第三班は一旦の安全を得た。そこで欠かさず連絡を入れる。丁度四人全員と理事長との連絡が繋がっている状況だ。まずは虎子から説明が入る。


『急だったから連絡出来なかったけど來花と対峙した。遺言を阿吽で言ってるように見せかけてシウに霊力遮断結界を四分後に張ってって言う連絡して時間稼いだ。

最初は霊力九割のほぼ霊みたいなもんだし、突破するのに時間かかるだろ!程度で考えてたんだけど、なんか通れないみたいだった。遠距離から伽藍経典は撃って来たけど、砂塵王壁(さじんのおうへき)で防げた!』


『そうか。基本は連絡をしてほしいが、急だったのなら仕方無いな。三獄との戦闘と言う事なので一度戻って来てもらう、後々ファスト君を出すので、その際は霊力放出を少しだけしてくれ』


『了解!』


『それでは次、梓君』


『はい…私は紗凪架 譽と遭遇しました。瞬時に戦闘体勢に入ろうと思いましたが、分身の元先生が一瞬にして破裂。恥ずかしいですけど…足がすくんでしまって…ですが譽は私を見てこう言いました、「お前は白石 梓か?」って。

そして虎子を殺しに行こうとしてたので足止めも兼ねて彼女の自室で話をしました。宗太郎を知っているようでした、あいつはやっぱり仮想世界にいるらしいです。

そこで宗太郎からの伝言を受け取りました。「僕に関わるな」と…』


梓の声は震えていた。恐怖か悲しみかまでは分からないが、少なくとも戦場に放置しておける精神状態では無いだろう。

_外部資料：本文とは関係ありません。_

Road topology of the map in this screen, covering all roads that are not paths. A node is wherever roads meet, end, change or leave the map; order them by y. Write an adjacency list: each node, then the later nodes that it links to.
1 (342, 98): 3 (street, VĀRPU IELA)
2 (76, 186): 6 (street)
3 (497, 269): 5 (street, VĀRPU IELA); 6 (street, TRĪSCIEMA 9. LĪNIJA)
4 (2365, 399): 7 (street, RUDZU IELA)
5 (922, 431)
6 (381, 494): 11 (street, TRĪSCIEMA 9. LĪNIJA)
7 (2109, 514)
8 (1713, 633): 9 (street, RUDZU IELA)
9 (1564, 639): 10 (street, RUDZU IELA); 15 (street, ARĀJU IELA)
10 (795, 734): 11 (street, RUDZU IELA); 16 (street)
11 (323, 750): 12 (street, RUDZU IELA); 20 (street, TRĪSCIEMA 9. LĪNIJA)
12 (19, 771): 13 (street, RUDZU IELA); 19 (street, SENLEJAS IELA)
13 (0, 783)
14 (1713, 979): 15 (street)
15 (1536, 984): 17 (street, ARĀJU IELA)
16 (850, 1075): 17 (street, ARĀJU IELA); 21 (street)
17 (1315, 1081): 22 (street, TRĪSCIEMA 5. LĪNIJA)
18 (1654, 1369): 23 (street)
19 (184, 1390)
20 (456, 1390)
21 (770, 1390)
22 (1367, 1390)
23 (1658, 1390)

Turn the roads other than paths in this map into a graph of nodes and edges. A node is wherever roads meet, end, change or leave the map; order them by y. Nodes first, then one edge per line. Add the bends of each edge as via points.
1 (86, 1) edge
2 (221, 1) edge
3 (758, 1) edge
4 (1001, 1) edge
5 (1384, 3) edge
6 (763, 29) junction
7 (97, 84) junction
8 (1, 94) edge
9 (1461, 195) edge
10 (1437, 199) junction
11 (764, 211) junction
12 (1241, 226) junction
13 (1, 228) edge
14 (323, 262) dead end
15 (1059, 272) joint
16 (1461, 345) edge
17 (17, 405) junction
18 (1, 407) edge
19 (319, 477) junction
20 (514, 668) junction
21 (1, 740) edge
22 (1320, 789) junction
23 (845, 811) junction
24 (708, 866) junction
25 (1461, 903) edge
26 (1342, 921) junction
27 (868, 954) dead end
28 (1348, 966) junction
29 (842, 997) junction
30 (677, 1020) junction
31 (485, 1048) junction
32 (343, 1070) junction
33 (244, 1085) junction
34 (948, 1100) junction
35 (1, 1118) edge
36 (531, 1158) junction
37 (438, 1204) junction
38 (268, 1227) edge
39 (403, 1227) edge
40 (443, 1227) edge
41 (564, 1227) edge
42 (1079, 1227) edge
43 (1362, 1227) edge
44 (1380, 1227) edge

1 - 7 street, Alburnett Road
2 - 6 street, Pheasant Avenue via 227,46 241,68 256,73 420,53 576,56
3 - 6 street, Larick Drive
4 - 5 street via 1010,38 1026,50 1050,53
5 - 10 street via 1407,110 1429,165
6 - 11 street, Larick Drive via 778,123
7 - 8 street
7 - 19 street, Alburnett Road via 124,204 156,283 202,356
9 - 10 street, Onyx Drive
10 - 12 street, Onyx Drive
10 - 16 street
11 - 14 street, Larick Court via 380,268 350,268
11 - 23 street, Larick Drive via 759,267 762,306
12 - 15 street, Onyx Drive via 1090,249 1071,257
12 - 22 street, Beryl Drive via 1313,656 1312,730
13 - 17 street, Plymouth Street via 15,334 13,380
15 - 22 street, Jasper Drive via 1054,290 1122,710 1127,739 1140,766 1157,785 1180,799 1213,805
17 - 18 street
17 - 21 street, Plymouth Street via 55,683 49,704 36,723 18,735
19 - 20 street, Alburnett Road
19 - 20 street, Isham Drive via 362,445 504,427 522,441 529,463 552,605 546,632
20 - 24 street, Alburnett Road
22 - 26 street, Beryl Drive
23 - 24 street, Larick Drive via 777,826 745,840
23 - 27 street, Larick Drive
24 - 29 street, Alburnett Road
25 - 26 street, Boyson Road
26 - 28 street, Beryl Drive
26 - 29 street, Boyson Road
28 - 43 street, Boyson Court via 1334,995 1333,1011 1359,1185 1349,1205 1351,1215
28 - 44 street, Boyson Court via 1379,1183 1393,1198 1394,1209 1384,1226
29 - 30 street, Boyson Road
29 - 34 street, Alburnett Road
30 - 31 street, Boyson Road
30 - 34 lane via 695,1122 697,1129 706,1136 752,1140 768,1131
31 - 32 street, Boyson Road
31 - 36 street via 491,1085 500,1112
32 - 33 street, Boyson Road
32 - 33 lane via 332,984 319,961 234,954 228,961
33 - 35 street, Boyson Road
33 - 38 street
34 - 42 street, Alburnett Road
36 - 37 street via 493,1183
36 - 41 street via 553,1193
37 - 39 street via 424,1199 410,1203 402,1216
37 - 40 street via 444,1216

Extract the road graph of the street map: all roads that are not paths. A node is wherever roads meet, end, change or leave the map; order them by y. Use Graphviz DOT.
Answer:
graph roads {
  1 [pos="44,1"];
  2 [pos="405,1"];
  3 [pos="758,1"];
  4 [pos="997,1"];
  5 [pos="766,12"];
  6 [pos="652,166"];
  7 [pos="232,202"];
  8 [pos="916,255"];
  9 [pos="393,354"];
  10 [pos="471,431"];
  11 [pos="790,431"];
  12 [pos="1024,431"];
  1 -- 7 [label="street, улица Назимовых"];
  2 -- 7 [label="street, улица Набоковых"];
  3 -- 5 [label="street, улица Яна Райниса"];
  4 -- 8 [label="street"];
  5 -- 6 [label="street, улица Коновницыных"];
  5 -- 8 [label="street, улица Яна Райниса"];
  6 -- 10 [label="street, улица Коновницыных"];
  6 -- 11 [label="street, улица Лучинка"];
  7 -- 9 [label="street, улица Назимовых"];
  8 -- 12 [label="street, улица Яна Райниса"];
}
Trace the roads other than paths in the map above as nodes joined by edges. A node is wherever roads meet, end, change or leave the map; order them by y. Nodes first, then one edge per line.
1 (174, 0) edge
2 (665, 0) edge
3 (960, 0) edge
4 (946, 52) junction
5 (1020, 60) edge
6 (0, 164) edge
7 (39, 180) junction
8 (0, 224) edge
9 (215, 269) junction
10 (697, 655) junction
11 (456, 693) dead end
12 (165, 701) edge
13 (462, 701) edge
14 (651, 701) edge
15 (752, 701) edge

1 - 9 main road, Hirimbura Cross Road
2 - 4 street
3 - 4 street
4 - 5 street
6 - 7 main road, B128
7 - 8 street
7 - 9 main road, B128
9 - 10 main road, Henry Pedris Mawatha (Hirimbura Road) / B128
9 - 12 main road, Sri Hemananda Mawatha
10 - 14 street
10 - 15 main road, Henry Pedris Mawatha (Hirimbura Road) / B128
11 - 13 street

『分かった。虎子君より先に回収してもらう、同じく霊力放出を頼む。では次、ファル君と躑躅君。先にファル君からだな』


『うす!私は修練場?みたいな所行ったらアリスがいて、急に攻撃して来たので連絡した通り戦闘しました!そしたらなんか私の事気に入ったっぽいです!多分勝ちです、あれ!』


『そうですね。僕は理事長からの指示通り、救援に入りましたがアリスは知らないようでしたよ。霊力残滓の事』


『そうか、それは良い事だ。ならばここ最近の発見は筒抜けではないと言う事で…』


『いえ、それは違いますね。アリスは最近再加入をしたはずです、なので単純に伝えられていないと言う事もありえます。それに少し違和感がありまして…』


『待ってくれ躑躅君、それは全員に繋げてから話すとしよう。ひとまずファスト君を出す、二人の回収だけ先にやらせてくれ』


『了解です。待っているので連絡ください』


一旦全員の『阿吽』が終わった。そして伝達通りファストが投入され、二人の回収は問題なく終わった。軽く状態を確認しながら、躑躅の違和感についての説明が入る。

まずは理事長が一連の流れを皆に説明し、その後躑躅が話し出した。


『咲ちゃんが率いる第一班でもそうだったと思うんだけど、多分再加入と新加入の一人だったよね。対峙したの』


『こちらは再加入の紀太と新加入の[松雷 傀聖]のみですね』


『第三班は再加入のアリスと譽、そして來花なんだ。そして來花は一番強い虎子ちゃんの元へ出向いた、恐らくこいつは特例と見て良い。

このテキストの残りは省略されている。